### Exercise:
The whole listing, please: repeat it exactly, with the pictures left out.

### Data records:

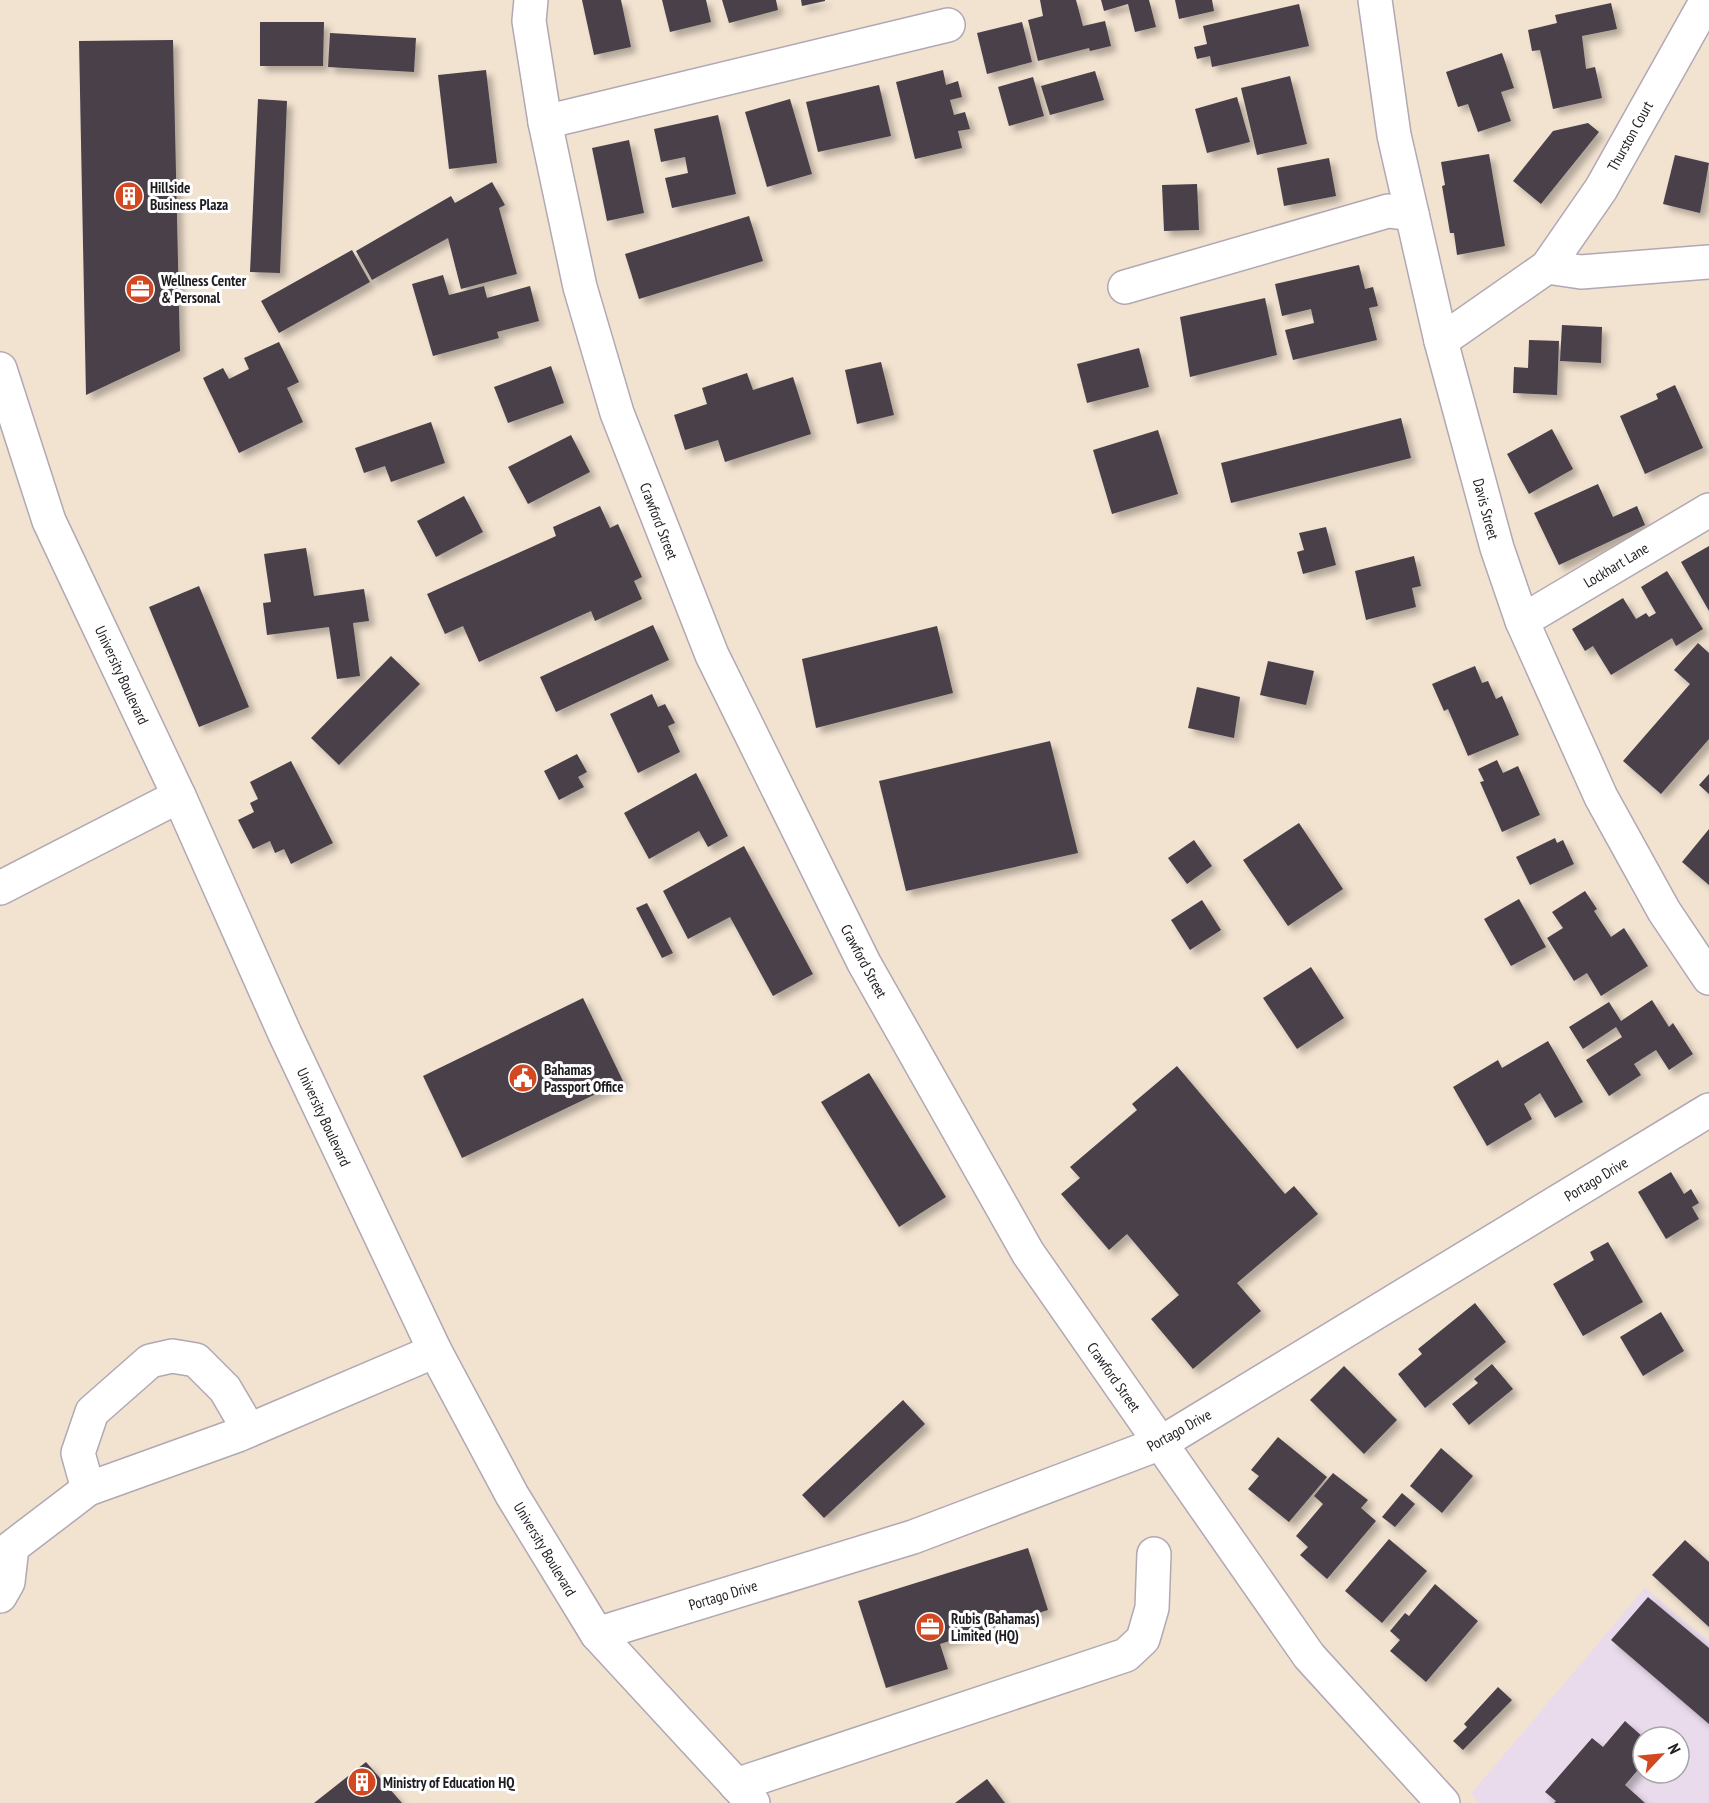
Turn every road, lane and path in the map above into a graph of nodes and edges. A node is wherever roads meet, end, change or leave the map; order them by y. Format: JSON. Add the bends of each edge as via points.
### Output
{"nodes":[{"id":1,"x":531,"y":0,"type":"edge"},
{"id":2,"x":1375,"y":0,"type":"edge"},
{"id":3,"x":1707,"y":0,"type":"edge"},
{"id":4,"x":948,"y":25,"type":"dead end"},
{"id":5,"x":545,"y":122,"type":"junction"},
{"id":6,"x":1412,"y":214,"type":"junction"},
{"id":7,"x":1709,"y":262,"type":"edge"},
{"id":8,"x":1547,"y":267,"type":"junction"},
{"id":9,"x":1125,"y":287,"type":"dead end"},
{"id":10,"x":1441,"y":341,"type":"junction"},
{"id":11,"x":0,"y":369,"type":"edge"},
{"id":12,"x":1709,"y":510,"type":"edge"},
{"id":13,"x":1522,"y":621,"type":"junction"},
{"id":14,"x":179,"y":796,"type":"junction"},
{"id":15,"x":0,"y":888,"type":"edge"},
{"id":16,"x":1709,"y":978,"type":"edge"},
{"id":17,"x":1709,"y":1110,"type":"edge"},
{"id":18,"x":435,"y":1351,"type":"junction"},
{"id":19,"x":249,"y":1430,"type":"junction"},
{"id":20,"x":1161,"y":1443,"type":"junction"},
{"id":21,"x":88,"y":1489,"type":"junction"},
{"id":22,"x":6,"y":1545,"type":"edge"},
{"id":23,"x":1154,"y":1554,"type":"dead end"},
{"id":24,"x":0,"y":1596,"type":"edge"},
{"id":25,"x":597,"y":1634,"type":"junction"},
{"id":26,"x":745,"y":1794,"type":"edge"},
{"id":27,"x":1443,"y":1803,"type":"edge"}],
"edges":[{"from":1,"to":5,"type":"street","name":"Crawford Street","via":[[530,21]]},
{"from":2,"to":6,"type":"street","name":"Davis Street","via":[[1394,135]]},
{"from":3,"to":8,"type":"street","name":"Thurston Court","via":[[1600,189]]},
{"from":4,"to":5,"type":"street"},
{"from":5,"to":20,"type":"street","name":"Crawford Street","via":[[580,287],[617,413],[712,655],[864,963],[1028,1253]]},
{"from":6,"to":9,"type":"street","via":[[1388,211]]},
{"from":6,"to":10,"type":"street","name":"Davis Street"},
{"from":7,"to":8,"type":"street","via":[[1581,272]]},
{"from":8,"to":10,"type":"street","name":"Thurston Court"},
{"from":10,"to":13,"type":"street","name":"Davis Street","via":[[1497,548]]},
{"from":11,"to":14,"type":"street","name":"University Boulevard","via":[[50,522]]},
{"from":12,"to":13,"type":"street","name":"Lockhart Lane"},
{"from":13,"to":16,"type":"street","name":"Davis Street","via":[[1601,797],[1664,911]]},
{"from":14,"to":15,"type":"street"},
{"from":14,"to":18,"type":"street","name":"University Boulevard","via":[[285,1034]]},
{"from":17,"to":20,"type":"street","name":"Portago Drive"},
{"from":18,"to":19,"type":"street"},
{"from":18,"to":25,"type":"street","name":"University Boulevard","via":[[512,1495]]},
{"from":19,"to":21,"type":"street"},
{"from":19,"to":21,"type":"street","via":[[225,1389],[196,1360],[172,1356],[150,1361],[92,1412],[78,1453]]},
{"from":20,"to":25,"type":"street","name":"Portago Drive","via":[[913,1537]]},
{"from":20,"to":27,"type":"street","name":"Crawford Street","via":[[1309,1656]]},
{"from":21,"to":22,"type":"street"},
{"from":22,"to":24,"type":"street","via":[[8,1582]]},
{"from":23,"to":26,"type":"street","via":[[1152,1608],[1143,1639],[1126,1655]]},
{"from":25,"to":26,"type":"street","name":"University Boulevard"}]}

### Output of the exercise:
Turn every road, lane and path in the map above into a graph of nodes and edges. A node is wherever roads meet, end, change or leave the map; order them by y. Format: JSON. Add the bends of each edge as via points.
### Output
{"nodes":[{"id":1,"x":531,"y":0,"type":"edge"},
{"id":2,"x":1375,"y":0,"type":"edge"},
{"id":3,"x":1707,"y":0,"type":"edge"},
{"id":4,"x":948,"y":25,"type":"dead end"},
{"id":5,"x":545,"y":122,"type":"junction"},
{"id":6,"x":1412,"y":214,"type":"junction"},
{"id":7,"x":1709,"y":262,"type":"edge"},
{"id":8,"x":1547,"y":267,"type":"junction"},
{"id":9,"x":1125,"y":287,"type":"dead end"},
{"id":10,"x":1441,"y":341,"type":"junction"},
{"id":11,"x":0,"y":369,"type":"edge"},
{"id":12,"x":1709,"y":510,"type":"edge"},
{"id":13,"x":1522,"y":621,"type":"junction"},
{"id":14,"x":179,"y":796,"type":"junction"},
{"id":15,"x":0,"y":888,"type":"edge"},
{"id":16,"x":1709,"y":978,"type":"edge"},
{"id":17,"x":1709,"y":1110,"type":"edge"},
{"id":18,"x":435,"y":1351,"type":"junction"},
{"id":19,"x":249,"y":1430,"type":"junction"},
{"id":20,"x":1161,"y":1443,"type":"junction"},
{"id":21,"x":88,"y":1489,"type":"junction"},
{"id":22,"x":6,"y":1545,"type":"edge"},
{"id":23,"x":1154,"y":1554,"type":"dead end"},
{"id":24,"x":0,"y":1596,"type":"edge"},
{"id":25,"x":597,"y":1634,"type":"junction"},
{"id":26,"x":745,"y":1794,"type":"edge"},
{"id":27,"x":1443,"y":1803,"type":"edge"}],
"edges":[{"from":1,"to":5,"type":"street","name":"Crawford Street","via":[[530,21]]},
{"from":2,"to":6,"type":"street","name":"Davis Street","via":[[1394,135]]},
{"from":3,"to":8,"type":"street","name":"Thurston Court","via":[[1600,189]]},
{"from":4,"to":5,"type":"street"},
{"from":5,"to":20,"type":"street","name":"Crawford Street","via":[[580,287],[617,413],[712,655],[864,963],[1028,1253]]},
{"from":6,"to":9,"type":"street","via":[[1388,211]]},
{"from":6,"to":10,"type":"street","name":"Davis Street"},
{"from":7,"to":8,"type":"street","via":[[1581,272]]},
{"from":8,"to":10,"type":"street","name":"Thurston Court"},
{"from":10,"to":13,"type":"street","name":"Davis Street","via":[[1497,548]]},
{"from":11,"to":14,"type":"street","name":"University Boulevard","via":[[50,522]]},
{"from":12,"to":13,"type":"street","name":"Lockhart Lane"},
{"from":13,"to":16,"type":"street","name":"Davis Street","via":[[1601,797],[1664,911]]},
{"from":14,"to":15,"type":"street"},
{"from":14,"to":18,"type":"street","name":"University Boulevard","via":[[285,1034]]},
{"from":17,"to":20,"type":"street","name":"Portago Drive"},
{"from":18,"to":19,"type":"street"},
{"from":18,"to":25,"type":"street","name":"University Boulevard","via":[[512,1495]]},
{"from":19,"to":21,"type":"street"},
{"from":19,"to":21,"type":"street","via":[[225,1389],[196,1360],[172,1356],[150,1361],[92,1412],[78,1453]]},
{"from":20,"to":25,"type":"street","name":"Portago Drive","via":[[913,1537]]},
{"from":20,"to":27,"type":"street","name":"Crawford Street","via":[[1309,1656]]},
{"from":21,"to":22,"type":"street"},
{"from":22,"to":24,"type":"street","via":[[8,1582]]},
{"from":23,"to":26,"type":"street","via":[[1152,1608],[1143,1639],[1126,1655]]},
{"from":25,"to":26,"type":"street","name":"University Boulevard"}]}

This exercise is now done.